● **EXERCISE DIRECTIONS**
All entries are to be repeated exactly as shown below.

● **MATERIAL FOR THE TASK**
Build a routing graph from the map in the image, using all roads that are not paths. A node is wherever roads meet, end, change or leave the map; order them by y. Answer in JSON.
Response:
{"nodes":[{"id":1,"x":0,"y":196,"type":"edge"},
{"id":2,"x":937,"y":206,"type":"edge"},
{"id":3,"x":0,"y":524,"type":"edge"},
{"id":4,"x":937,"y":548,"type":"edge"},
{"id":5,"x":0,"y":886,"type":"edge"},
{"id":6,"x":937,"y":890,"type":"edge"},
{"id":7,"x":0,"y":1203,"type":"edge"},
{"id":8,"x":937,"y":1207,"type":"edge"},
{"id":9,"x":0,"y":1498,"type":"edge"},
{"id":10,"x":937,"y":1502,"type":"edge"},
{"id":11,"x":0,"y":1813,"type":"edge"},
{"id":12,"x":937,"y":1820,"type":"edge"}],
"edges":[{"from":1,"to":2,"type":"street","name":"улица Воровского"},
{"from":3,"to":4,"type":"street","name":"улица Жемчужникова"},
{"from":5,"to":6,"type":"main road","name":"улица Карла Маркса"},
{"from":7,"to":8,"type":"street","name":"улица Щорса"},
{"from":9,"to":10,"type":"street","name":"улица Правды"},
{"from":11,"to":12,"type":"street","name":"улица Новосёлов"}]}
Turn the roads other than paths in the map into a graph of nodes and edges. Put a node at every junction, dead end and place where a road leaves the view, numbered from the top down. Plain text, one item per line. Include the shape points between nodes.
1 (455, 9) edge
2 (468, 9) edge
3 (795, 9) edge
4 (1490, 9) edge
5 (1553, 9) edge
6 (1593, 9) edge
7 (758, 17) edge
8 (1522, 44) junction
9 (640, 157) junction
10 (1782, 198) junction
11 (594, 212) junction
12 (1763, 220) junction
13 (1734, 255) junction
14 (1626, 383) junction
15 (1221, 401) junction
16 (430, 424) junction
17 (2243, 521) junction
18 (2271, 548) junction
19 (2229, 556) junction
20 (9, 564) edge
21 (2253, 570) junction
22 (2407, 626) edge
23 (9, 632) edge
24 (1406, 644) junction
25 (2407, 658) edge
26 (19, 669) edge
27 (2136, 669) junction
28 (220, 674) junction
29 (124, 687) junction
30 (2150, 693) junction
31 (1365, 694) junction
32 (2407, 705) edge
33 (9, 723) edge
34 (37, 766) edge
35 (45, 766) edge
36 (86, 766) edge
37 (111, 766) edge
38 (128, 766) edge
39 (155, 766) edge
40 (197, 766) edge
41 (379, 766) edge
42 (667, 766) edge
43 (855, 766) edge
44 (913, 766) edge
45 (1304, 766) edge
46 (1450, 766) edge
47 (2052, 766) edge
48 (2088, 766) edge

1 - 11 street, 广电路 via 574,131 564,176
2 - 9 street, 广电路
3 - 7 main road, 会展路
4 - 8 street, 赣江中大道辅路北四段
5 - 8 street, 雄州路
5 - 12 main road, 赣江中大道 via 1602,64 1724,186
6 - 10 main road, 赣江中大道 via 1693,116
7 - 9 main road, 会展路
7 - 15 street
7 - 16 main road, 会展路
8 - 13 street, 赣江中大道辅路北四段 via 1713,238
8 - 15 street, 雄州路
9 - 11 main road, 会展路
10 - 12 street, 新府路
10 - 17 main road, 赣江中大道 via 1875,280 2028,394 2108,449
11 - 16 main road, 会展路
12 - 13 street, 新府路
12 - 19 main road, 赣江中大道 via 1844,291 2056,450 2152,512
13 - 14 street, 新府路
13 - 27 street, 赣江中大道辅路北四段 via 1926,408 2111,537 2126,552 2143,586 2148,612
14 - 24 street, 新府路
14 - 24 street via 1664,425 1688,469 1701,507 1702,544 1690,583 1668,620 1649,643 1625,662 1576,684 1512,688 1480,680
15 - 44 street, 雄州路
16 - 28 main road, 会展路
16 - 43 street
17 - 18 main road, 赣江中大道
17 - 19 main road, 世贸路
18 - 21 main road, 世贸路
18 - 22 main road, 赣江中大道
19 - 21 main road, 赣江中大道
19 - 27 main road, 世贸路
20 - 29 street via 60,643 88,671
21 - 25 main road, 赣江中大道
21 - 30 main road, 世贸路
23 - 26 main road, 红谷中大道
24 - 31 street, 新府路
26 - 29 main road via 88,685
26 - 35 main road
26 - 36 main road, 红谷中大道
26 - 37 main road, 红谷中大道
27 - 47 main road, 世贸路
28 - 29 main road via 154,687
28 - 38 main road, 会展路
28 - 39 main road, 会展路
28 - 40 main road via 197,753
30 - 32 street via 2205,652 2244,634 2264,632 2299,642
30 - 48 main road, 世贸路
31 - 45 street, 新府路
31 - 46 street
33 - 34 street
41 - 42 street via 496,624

● **TASK RESPONSE**
Build a routing graph from the map in the image, using all roads that are not paths. A node is wherever roads meet, end, change or leave the map; order them by y. Answer in JSON.
Response:
{"nodes":[{"id":1,"x":0,"y":196,"type":"edge"},
{"id":2,"x":937,"y":206,"type":"edge"},
{"id":3,"x":0,"y":524,"type":"edge"},
{"id":4,"x":937,"y":548,"type":"edge"},
{"id":5,"x":0,"y":886,"type":"edge"},
{"id":6,"x":937,"y":890,"type":"edge"},
{"id":7,"x":0,"y":1203,"type":"edge"},
{"id":8,"x":937,"y":1207,"type":"edge"},
{"id":9,"x":0,"y":1498,"type":"edge"},
{"id":10,"x":937,"y":1502,"type":"edge"},
{"id":11,"x":0,"y":1813,"type":"edge"},
{"id":12,"x":937,"y":1820,"type":"edge"}],
"edges":[{"from":1,"to":2,"type":"street","name":"улица Воровского"},
{"from":3,"to":4,"type":"street","name":"улица Жемчужникова"},
{"from":5,"to":6,"type":"main road","name":"улица Карла Маркса"},
{"from":7,"to":8,"type":"street","name":"улица Щорса"},
{"from":9,"to":10,"type":"street","name":"улица Правды"},
{"from":11,"to":12,"type":"street","name":"улица Новосёлов"}]}
Turn the roads other than paths in the map into a graph of nodes and edges. Put a node at every junction, dead end and place where a road leaves the view, numbered from the top down. Plain text, one item per line. Include the shape points between nodes.
1 (455, 9) edge
2 (468, 9) edge
3 (795, 9) edge
4 (1490, 9) edge
5 (1553, 9) edge
6 (1593, 9) edge
7 (758, 17) edge
8 (1522, 44) junction
9 (640, 157) junction
10 (1782, 198) junction
11 (594, 212) junction
12 (1763, 220) junction
13 (1734, 255) junction
14 (1626, 383) junction
15 (1221, 401) junction
16 (430, 424) junction
17 (2243, 521) junction
18 (2271, 548) junction
19 (2229, 556) junction
20 (9, 564) edge
21 (2253, 570) junction
22 (2407, 626) edge
23 (9, 632) edge
24 (1406, 644) junction
25 (2407, 658) edge
26 (19, 669) edge
27 (2136, 669) junction
28 (220, 674) junction
29 (124, 687) junction
30 (2150, 693) junction
31 (1365, 694) junction
32 (2407, 705) edge
33 (9, 723) edge
34 (37, 766) edge
35 (45, 766) edge
36 (86, 766) edge
37 (111, 766) edge
38 (128, 766) edge
39 (155, 766) edge
40 (197, 766) edge
41 (379, 766) edge
42 (667, 766) edge
43 (855, 766) edge
44 (913, 766) edge
45 (1304, 766) edge
46 (1450, 766) edge
47 (2052, 766) edge
48 (2088, 766) edge

1 - 11 street, 广电路 via 574,131 564,176
2 - 9 street, 广电路
3 - 7 main road, 会展路
4 - 8 street, 赣江中大道辅路北四段
5 - 8 street, 雄州路
5 - 12 main road, 赣江中大道 via 1602,64 1724,186
6 - 10 main road, 赣江中大道 via 1693,116
7 - 9 main road, 会展路
7 - 15 street
7 - 16 main road, 会展路
8 - 13 street, 赣江中大道辅路北四段 via 1713,238
8 - 15 street, 雄州路
9 - 11 main road, 会展路
10 - 12 street, 新府路
10 - 17 main road, 赣江中大道 via 1875,280 2028,394 2108,449
11 - 16 main road, 会展路
12 - 13 street, 新府路
12 - 19 main road, 赣江中大道 via 1844,291 2056,450 2152,512
13 - 14 street, 新府路
13 - 27 street, 赣江中大道辅路北四段 via 1926,408 2111,537 2126,552 2143,586 2148,612
14 - 24 street, 新府路
14 - 24 street via 1664,425 1688,469 1701,507 1702,544 1690,583 1668,620 1649,643 1625,662 1576,684 1512,688 1480,680
15 - 44 street, 雄州路
16 - 28 main road, 会展路
16 - 43 street
17 - 18 main road, 赣江中大道
17 - 19 main road, 世贸路
18 - 21 main road, 世贸路
18 - 22 main road, 赣江中大道
19 - 21 main road, 赣江中大道
19 - 27 main road, 世贸路
20 - 29 street via 60,643 88,671
21 - 25 main road, 赣江中大道
21 - 30 main road, 世贸路
23 - 26 main road, 红谷中大道
24 - 31 street, 新府路
26 - 29 main road via 88,685
26 - 35 main road
26 - 36 main road, 红谷中大道
26 - 37 main road, 红谷中大道
27 - 47 main road, 世贸路
28 - 29 main road via 154,687
28 - 38 main road, 会展路
28 - 39 main road, 会展路
28 - 40 main road via 197,753
30 - 32 street via 2205,652 2244,634 2264,632 2299,642
30 - 48 main road, 世贸路
31 - 45 street, 新府路
31 - 46 street
33 - 34 street
41 - 42 street via 496,624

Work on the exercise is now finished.